A team of researchers has traced the ethnic origins of three enslaved Africans by analyzing DNA from the roots of 400 year-old teeth found on the Caribbean island of Saint Martin, a former Dutch colony. The team's findings were published Mar. 9, 2015, in the journal Proceedings of the National Academy of Sciences of the United States of America.
The teeth came from three skeletons found by accident at a construction site in 2010, in Philipsburg's Zoutsteeg area. Dubbed the Zoutsteeg Three, the skeletons belonged to two men and one woman, ages 25 to 40, who were estimated to have died between 1660 and 1680.
Finding the Zoutsteeg Three
Upon finding the remains, archaeologists suspected that the Zoutsteeg Three had not been born on the island, as their teeth held patterns of chipping and filing that were indicative of practices belonging to African tribal cultures, traditions that faded after enslavement.
Dental framework was not, by itself, a confirmation of scientists' inclinations. Only genetic material could provide a definitive answer.
A new archive
Hannes Schroeder, archaeologist for the Natural History Museum of Denmark and the study's lead author, told the Los Angeles Times, "I like to think of DNA as another type of archive, another type of record that we can use in order to understand the past."
To Schroeder's understanding, these are the first findings to provide a direct channel for tracing the lineage of enslaved Africans. Very few historical records exist, and this breakthrough could begin to address unanswered questions about the history of the 12 million Africans forced into the Trans-Atlantic Slave Trade.
From the DNA, the scientists surmised that one of the men likely came from northern Cameroon, and the other two likely originated from what is now Nigeria and Ghana.
Schroeder was, at first, doubtful that he and his team would be able to extract DNA from the centuries-old remains that had been entombed in a wet, tropical climate, reported CBS News. The researchers created a new technique - called whole-genome capture - that utilizes pieces of a modern genome as bait to successfully mine the necessary DNA from the tooth remains.

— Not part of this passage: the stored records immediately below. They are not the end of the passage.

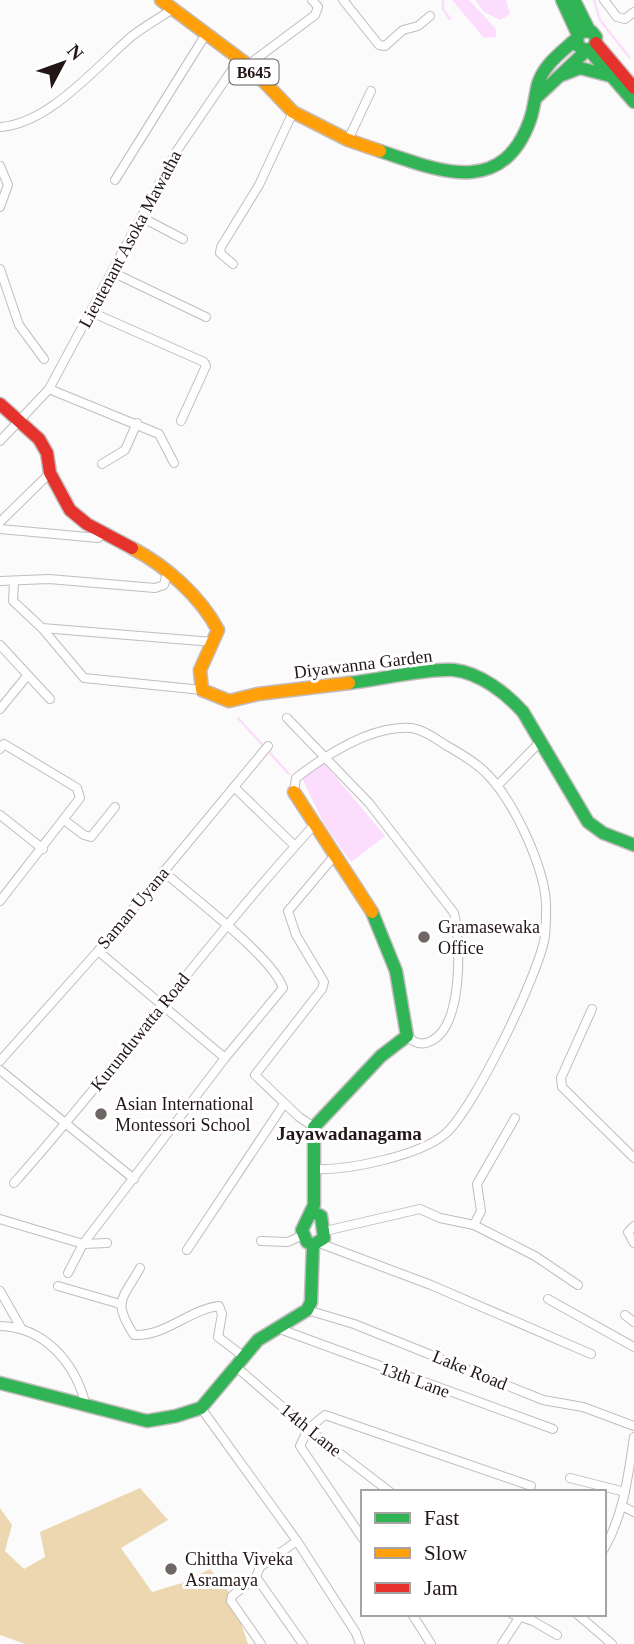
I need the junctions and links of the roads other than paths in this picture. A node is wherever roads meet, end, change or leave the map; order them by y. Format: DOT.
graph roads {
  1 [pos="161,0"];
  2 [pos="312,0"];
  3 [pos="343,0"];
  4 [pos="562,0"];
  5 [pos="574,0"];
  6 [pos="604,0"];
  7 [pos="173,9"];
  8 [pos="634,12"];
  9 [pos="430,16"];
  10 [pos="206,34"];
  11 [pos="581,34"];
  12 [pos="590,48"];
  13 [pos="244,62"];
  14 [pos="612,76"];
  15 [pos="556,78"];
  16 [pos="634,88"];
  17 [pos="371,92"];
  18 [pos="537,97"];
  19 [pos="634,102"];
  20 [pos="293,111"];
  21 [pos="0,127"];
  22 [pos="348,140"];
  23 [pos="0,166"];
  24 [pos="115,180"];
  25 [pos="0,207"];
  26 [pos="141,217"];
  27 [pos="183,239"];
  28 [pos="233,264"];
  29 [pos="0,269"];
  30 [pos="112,272"];
  31 [pos="91,312"];
  32 [pos="206,317"];
  33 [pos="44,359"];
  34 [pos="49,389"];
  35 [pos="0,404"];
  36 [pos="21,420"];
  37 [pos="181,421"];
  38 [pos="137,424"];
  39 [pos="0,441"];
  40 [pos="174,463"];
  41 [pos="102,464"];
  42 [pos="50,473"];
  43 [pos="0,522"];
  44 [pos="0,529"];
  45 [pos="103,534"];
  46 [pos="167,572"];
  47 [pos="0,581"];
  48 [pos="14,582"];
  49 [pos="42,628"];
  50 [pos="213,642"];
  51 [pos="0,645"];
  52 [pos="27,676"];
  53 [pos="202,690"];
  54 [pos="50,699"];
  55 [pos="0,709"];
  56 [pos="287,718"];
  57 [pos="540,742"];
  58 [pos="0,749"];
  59 [pos="266,749"];
  60 [pos="327,757"];
  61 [pos="497,786"];
  62 [pos="234,787"];
  63 [pos="294,792"];
  64 [pos="115,807"];
  65 [pos="0,814"];
  66 [pos="64,820"];
  67 [pos="316,823"];
  68 [pos="295,845"];
  69 [pos="634,845"];
  70 [pos="43,849"];
  71 [pos="336,854"];
  72 [pos="163,871"];
  73 [pos="0,901"];
  74 [pos="226,927"];
  75 [pos="98,951"];
  76 [pos="162,1005"];
  77 [pos="592,1009"];
  78 [pos="407,1036"];
  79 [pos="225,1058"];
  80 [pos="0,1061"];
  81 [pos="1,1073"];
  82 [pos="284,1104"];
  83 [pos="515,1118"];
  84 [pos="66,1124"];
  85 [pos="314,1127"];
  86 [pos="634,1158"];
  87 [pos="313,1169"];
  88 [pos="134,1179"];
  89 [pos="14,1183"];
  90 [pos="313,1212"];
  91 [pos="0,1219"];
  92 [pos="474,1225"];
  93 [pos="634,1226"];
  94 [pos="325,1231"];
  95 [pos="303,1234"];
  96 [pos="261,1241"];
  97 [pos="107,1243"];
  98 [pos="634,1243"];
  99 [pos="83,1244"];
  100 [pos="316,1244"];
  101 [pos="187,1251"];
  102 [pos="140,1268"];
  103 [pos="68,1273"];
  104 [pos="578,1285"];
  105 [pos="58,1286"];
  106 [pos="0,1291"];
  107 [pos="548,1299"];
  108 [pos="120,1304"];
  109 [pos="307,1310"];
  110 [pos="625,1315"];
  111 [pos="634,1322"];
  112 [pos="0,1326"];
  113 [pos="20,1326"];
  114 [pos="277,1328"];
  115 [pos="634,1347"];
  116 [pos="591,1354"];
  117 [pos="239,1360"];
  118 [pos="0,1383"];
  119 [pos="85,1402"];
  120 [pos="201,1408"];
  121 [pos="634,1426"];
  122 [pos="308,1429"];
  123 [pos="553,1429"];
  124 [pos="634,1437"];
  125 [pos="570,1478"];
  126 [pos="531,1486"];
  127 [pos="387,1490"];
  128 [pos="625,1492"];
  129 [pos="622,1506"];
  130 [pos="634,1512"];
  131 [pos="361,1536"];
  132 [pos="297,1541"];
  133 [pos="606,1545"];
  134 [pos="256,1577"];
  135 [pos="413,1616"];
  136 [pos="515,1616"];
  137 [pos="579,1616"];
  138 [pos="557,1635"];
  139 [pos="261,1644"];
  140 [pos="303,1644"];
  141 [pos="360,1644"];
  142 [pos="431,1644"];
  143 [pos="502,1644"];
  144 [pos="612,1644"];
  1 -- 7 [label="street, B645"];
  2 -- 13 [label="street, Lieutenant Asoka Mawatha"];
  3 -- 9 [label="street"];
  4 -- 11 [label="street"];
  5 -- 11 [label="street"];
  6 -- 8 [label="street"];
  7 -- 10 [label="street, B645"];
  7 -- 21 [label="street"];
  10 -- 13 [label="street, B645"];
  10 -- 24 [label="street"];
  11 -- 12 [label="street"];
  11 -- 12 [label="street"];
  11 -- 18 [label="street, B645"];
  12 -- 14 [label="street"];
  12 -- 15 [label="street, B645"];
  12 -- 16 [label="street"];
  13 -- 20 [label="street, B645"];
  13 -- 26 [label="street, Lieutenant Asoka Mawatha"];
  14 -- 15 [label="street"];
  14 -- 19 [label="street"];
  15 -- 18 [label="street, B645"];
  17 -- 22 [label="street"];
  18 -- 22 [label="street, B645"];
  20 -- 22 [label="street, B645"];
  20 -- 28 [label="street"];
  23 -- 25 [label="street"];
  26 -- 27 [label="street"];
  26 -- 30 [label="street, Lieutenant Asoka Mawatha"];
  29 -- 33 [label="street"];
  30 -- 31 [label="street, Lieutenant Asoka Mawatha"];
  30 -- 32 [label="street"];
  31 -- 34 [label="street, Lieutenant Asoka Mawatha"];
  31 -- 37 [label="street"];
  34 -- 36 [label="street, Lieutenant Asoka Mawatha"];
  34 -- 38 [label="street"];
  35 -- 36 [label="street"];
  36 -- 39 [label="street"];
  36 -- 42 [label="street"];
  38 -- 40 [label="street"];
  38 -- 41 [label="street"];
  42 -- 43 [label="street"];
  42 -- 45 [label="street"];
  44 -- 45 [label="street"];
  45 -- 46 [label="street"];
  46 -- 48 [label="street"];
  46 -- 50 [label="street"];
  47 -- 48 [label="street"];
  48 -- 49 [label="street"];
  49 -- 50 [label="street"];
  49 -- 53 [label="street"];
  50 -- 53 [label="street"];
  51 -- 52 [label="street"];
  52 -- 54 [label="street"];
  52 -- 55 [label="street"];
  53 -- 57 [label="street, Diyawanna Garden"];
  56 -- 60 [label="street"];
  57 -- 61 [label="street"];
  57 -- 69 [label="street, Diyawanna Garden"];
  58 -- 66 [label="street"];
  59 -- 62 [label="street, Saman Uyana"];
  60 -- 61 [label="street"];
  60 -- 63 [label="street"];
  60 -- 78 [label="street"];
  61 -- 87 [label="street"];
  62 -- 68 [label="street"];
  62 -- 72 [label="street, Saman Uyana"];
  63 -- 67 [label="street"];
  64 -- 66 [label="street"];
  65 -- 70 [label="street"];
  66 -- 70 [label="street"];
  67 -- 68 [label="street, Kurunduwatta Road"];
  67 -- 71 [label="street"];
  68 -- 74 [label="street, Kurunduwatta Road"];
  70 -- 73 [label="street"];
  71 -- 78 [label="street"];
  71 -- 82 [label="street"];
  72 -- 74 [label="street"];
  72 -- 75 [label="street, Saman Uyana"];
  74 -- 76 [label="street, Kurunduwatta Road"];
  74 -- 79 [label="street"];
  75 -- 76 [label="street"];
  75 -- 80 [label="street, Saman Uyana"];
  76 -- 79 [label="street"];
  76 -- 84 [label="street, Kurunduwatta Road"];
  77 -- 86 [label="street"];
  78 -- 85 [label="street"];
  79 -- 88 [label="street"];
  81 -- 84 [label="street"];
  82 -- 85 [label="street"];
  82 -- 101 [label="street"];
  83 -- 92 [label="street"];
  84 -- 88 [label="street"];
  84 -- 89 [label="street, Kurunduwatta Road"];
  85 -- 87 [label="street"];
  87 -- 90 [label="street"];
  88 -- 99 [label="street"];
  90 -- 94 [label="street"];
  90 -- 95 [label="street"];
  91 -- 99 [label="street"];
  92 -- 94 [label="street"];
  92 -- 104 [label="street"];
  93 -- 98 [label="street"];
  94 -- 100 [label="street"];
  95 -- 96 [label="street"];
  95 -- 100 [label="street"];
  97 -- 99 [label="street"];
  99 -- 103 [label="street"];
  100 -- 109 [label="street"];
  100 -- 116 [label="street"];
  102 -- 108 [label="street"];
  105 -- 108 [label="street"];
  106 -- 113 [label="street"];
  107 -- 115 [label="street"];
  108 -- 117 [label="street, 14th Lane"];
  109 -- 114 [label="street"];
  109 -- 121 [label="street, Lake Road"];
  110 -- 111 [label="street"];
  112 -- 113 [label="street"];
  113 -- 119 [label="street"];
  114 -- 117 [label="street"];
  114 -- 123 [label="street, 13th Lane"];
  117 -- 120 [label="street"];
  117 -- 122 [label="street, 14th Lane"];
  118 -- 119 [label="street"];
  119 -- 120 [label="street"];
  120 -- 132 [label="street"];
  122 -- 126 [label="street"];
  122 -- 127 [label="street, 14th Lane"];
  122 -- 131 [label="street"];
  124 -- 128 [label="street"];
  125 -- 128 [label="street"];
  128 -- 129 [label="street"];
  129 -- 130 [label="street"];
  129 -- 133 [label="street"];
  132 -- 134 [label="street"];
  132 -- 141 [label="street"];
  134 -- 139 [label="street"];
  134 -- 140 [label="street"];
  135 -- 142 [label="street"];
  136 -- 138 [label="street"];
  136 -- 143 [label="street"];
  137 -- 144 [label="street"];
}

Alondra Nelson, Columbia University's dean of social science, who was involved in the study said, "Where this paper breaks new ground is in the application of a more robust technique - genome wide association studies (GWAS) - that has not been previously used to infer the origins of enslaved people in the Americas ... The introduction of the GWAS method permits the analysis of a larger swathe of the DNA and therefore offers more precision relative to prior methods."
While the picture is far from complete, the new findings are a leap of progress.